VRA Update: Beating Mr. Market. Liquidity Continues to Flood In. 

As the markets continue to ride the wall of worry higher, hitting fresh all time high after fresh all time high, the VRA Portfolio is not only participating, but once again, beating Mr. Market at its own game. Here are the numbers for 2017:

S&P 500: +12%

Nasdaq: +20%

Russell 2000: +6%

VRA Portfolio: +41% 

The VRA Portfolio is aggressive...always has been and always will be...and it can be most closely compared to the Russell 2000 (small cap stock index). At 41% for the VRA (to 6% for the R2K), we are outperforming the small cap index by 6.8 times (or 680%).

About once a quarter I like to cover some VRA Core Principals and Portfolio Management concepts, especially important for our newer members but key reminders for us all. 

1) Again, the VRA is highly aggressive in our approach. I use the VRA System, a proprietary combination of fundamental and technical analysis, to help place us in the highest return investments possible. The VRA approach is not the right approach for everyone, but if you practice smart money management and portfolio diversification, the VRA can help you to crush Mr. Market (as we've done here for 13 of 14 years). 

2) Most use the VRA in addition to their conservative holdings (bank savings, bonds, retirement funds, insurance, etc). Only you know what the appropriate mix is, for your investment goals and your individual risk/reward personality. 

3) I never recommend more than 10 stocks. My goal is to crush Mr. Market and to do so with a diversified, but still concentrated approach. Over the years I've seen investors that hold 50-60 or more stocks in their personal portfolio. How they stay on top of all of them, I do not know. And, when they do have some big winners, the overall portfolio barely budges. If this is your approach, I would recommend instead the use of index funds, which give you both diversification and the ability to capture the returns of the major indexes. 

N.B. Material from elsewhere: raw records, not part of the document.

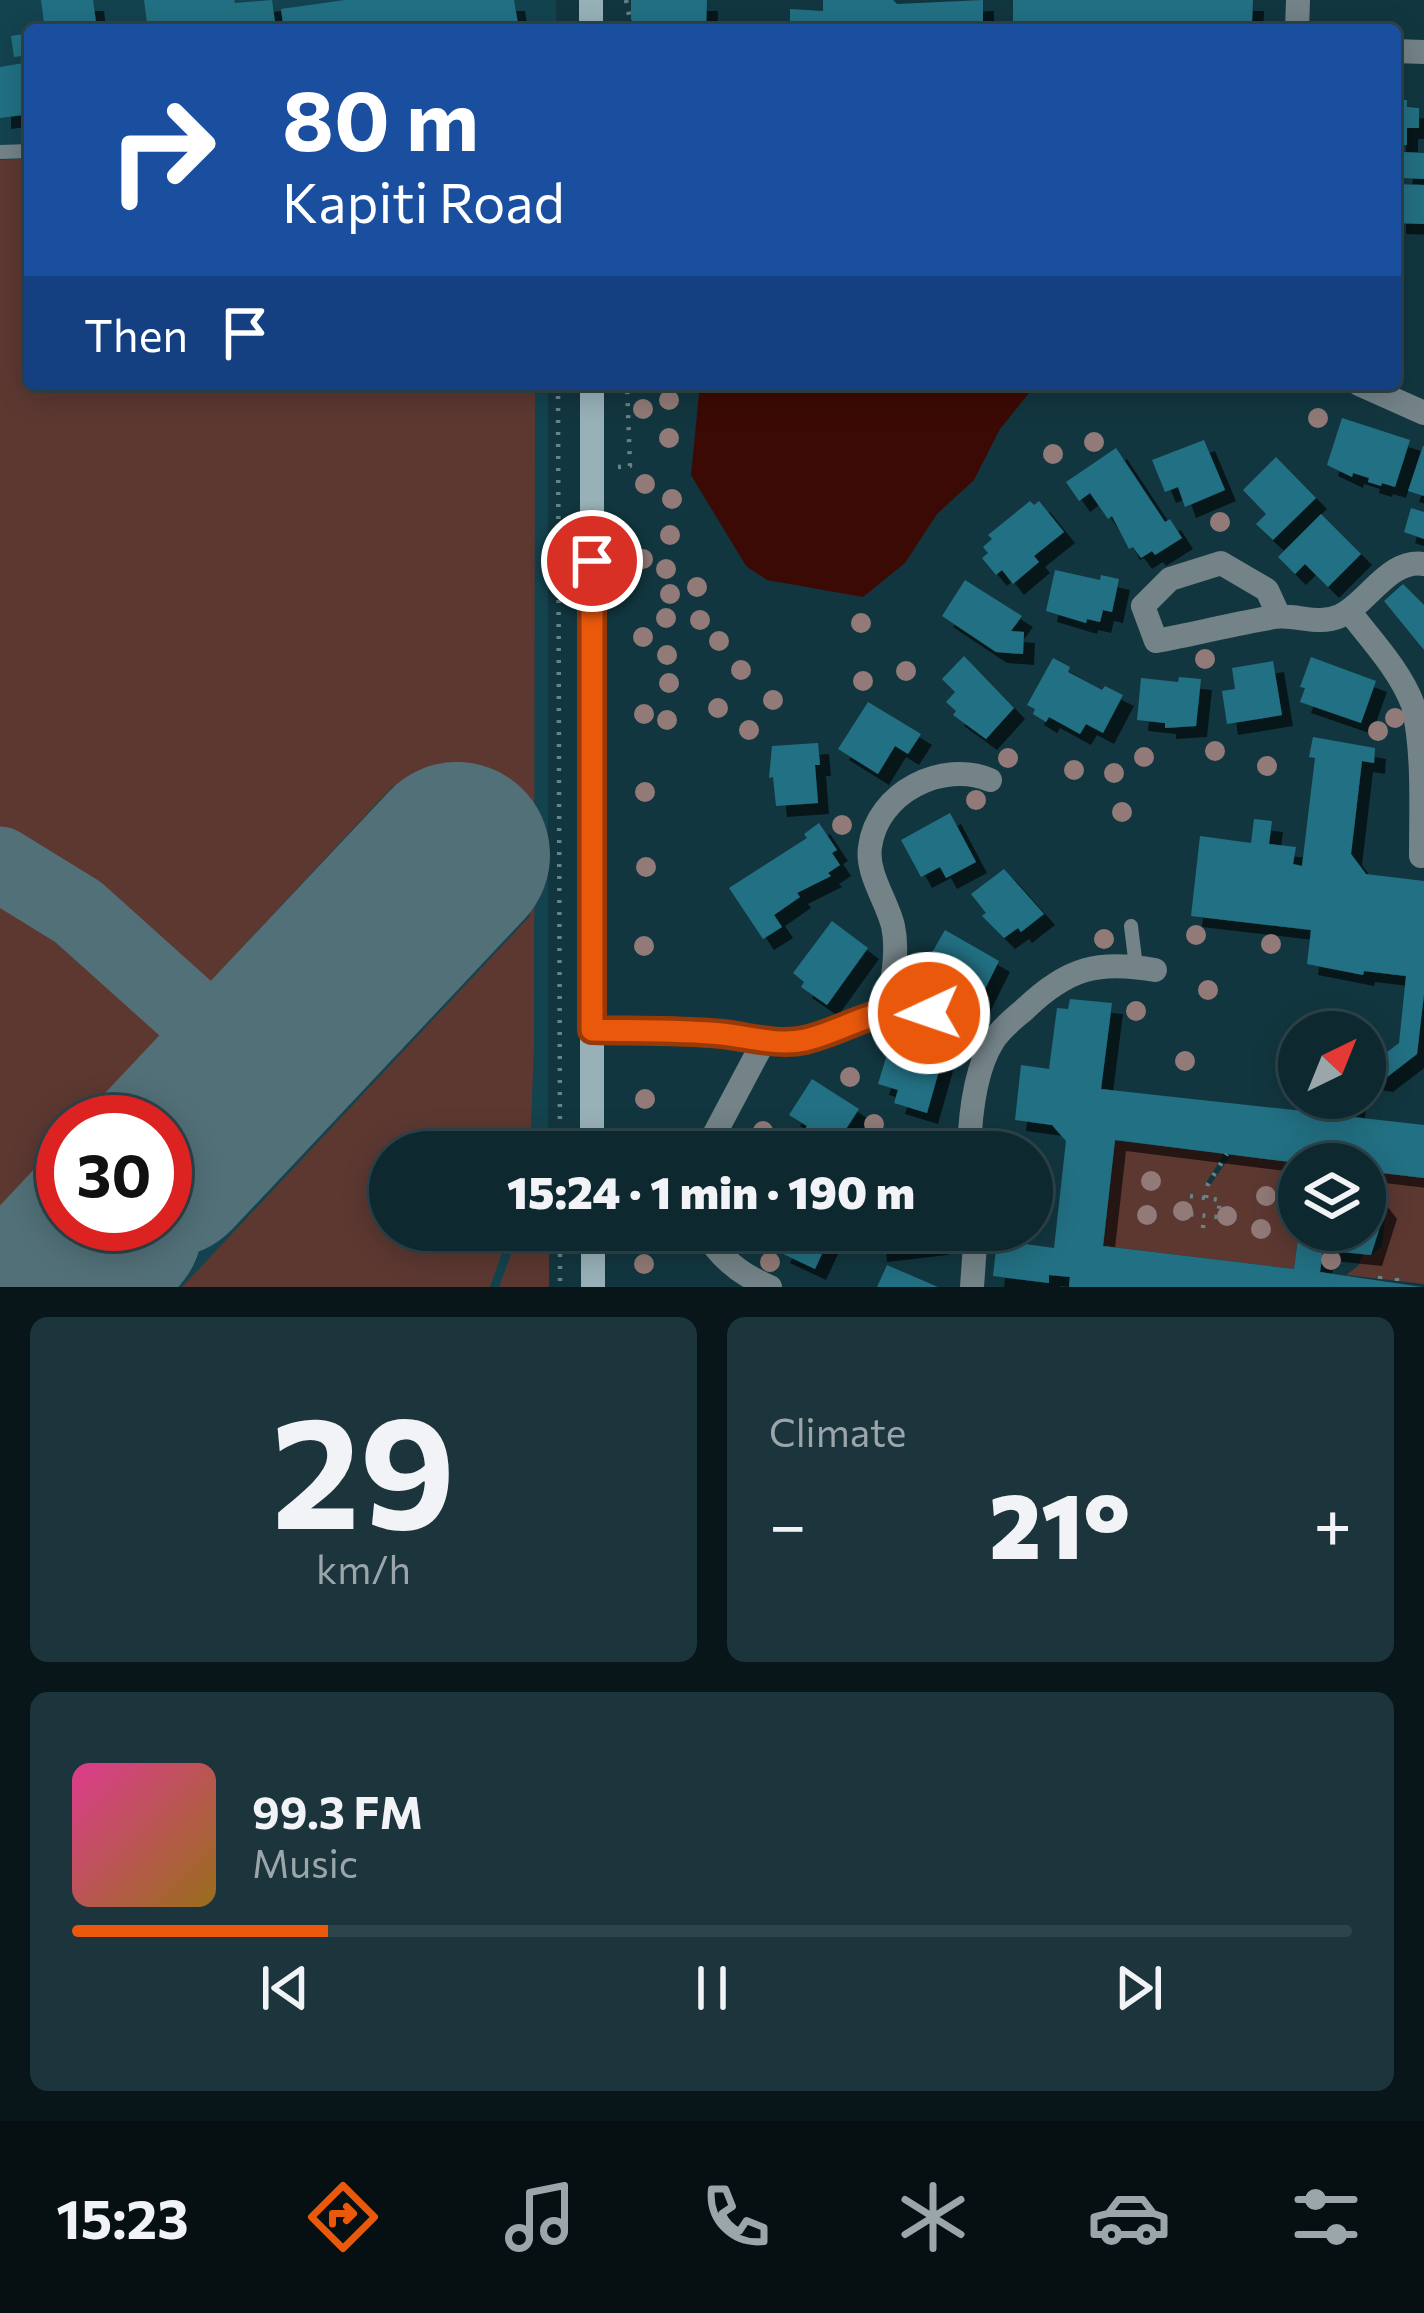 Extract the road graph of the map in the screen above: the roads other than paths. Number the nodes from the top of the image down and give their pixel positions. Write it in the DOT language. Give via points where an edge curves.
graph roads {
  1 [pos="592,390"];
  2 [pos="1372,390"];
  3 [pos="1424,413"];
  4 [pos="1424,564"];
  5 [pos="1349,611"];
  6 [pos="1279,616"];
  7 [pos="990,780"];
  8 [pos="1420,856"];
  9 [pos="1131,926"];
  10 [pos="1145,968"];
  11 [pos="889,1010"];
  12 [pos="592,1030"];
  13 [pos="764,1040"];
  14 [pos="992,1042"];
  15 [pos="592,1131"];
  16 [pos="716,1131"];
  17 [pos="971,1131"];
  18 [pos="592,1251"];
  19 [pos="717,1251"];
  20 [pos="975,1251"];
  21 [pos="593,1287"];
  22 [pos="770,1287"];
  23 [pos="972,1287"];
  1 -- 12 [label="main road"];
  2 -- 3 [label="street"];
  4 -- 5 [label="street" via="1386,577"];
  5 -- 6 [label="street" via="1319,621"];
  5 -- 8 [label="street" via="1402,682 1422,737"];
  6 -- 6 [label="street" via="1156,641 1143,606 1170,579 1221,563 1267,590"];
  7 -- 11 [label="street" via="966,772 930,778 896,800 874,831 870,862 895,945"];
  9 -- 10 [label="lane"];
  10 -- 14 [label="street" via="1066,975"];
  11 -- 13 [label="street" via="806,1040"];
  11 -- 14 [label="street" via="929,1013"];
  12 -- 13 [label="street"];
  12 -- 15 [label="main road"];
  13 -- 16 [label="street"];
  14 -- 17 [label="street"];
  18 -- 21 [label="main road"];
  19 -- 22 [label="street"];
  20 -- 23 [label="street"];
}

That's it really. Again, from my 32 years of doing this, day after day, the investment style that I recommend is the exact style that I use personally. I am a trend following investor that combines technical analysis (based primarily on price movement) with the fundamental analysis that was drilled into me on Wall Street, plus the wild card that only time can provide...a contrarian minded instinct, applying investor sentiment to keep us on the right side of market timing. 

Not all VRA recommendations will make us money. On those that go the wrong way (with a change in fundamentals or negative price action) we will take our losses and move on...removing emotion from the equation...while letting our winners run.

Important Point: Please remember to login to your VRA Members Site, at least once/week, to view the VRA Portfolio and make sure you are positioned properly. Also please remember that I am unable to provide individual investment advice....my Wall Street days are long behind me...but I will reply to your emails personally, and answer your questions the best way I am able to. 

VRA Market Update

Some big developments caught my eye over the weekend, as I ran my VRA scans and screens. Let's cover these...

1) EVERY major US equity index is now sitting at Extreme Overbought levels. While this does not mean that the markets are going to have a major correction, it does mean that we must tread a bit more carefully. Folks, it's from these types of extreme overbought readings that short term and painful sell-offs can occur. As you know, I watch the markets internals closely, and while I see no signs of an impending and sharp sell-off on the horizon, its the things that we cannot see that usually catch us by surprise.  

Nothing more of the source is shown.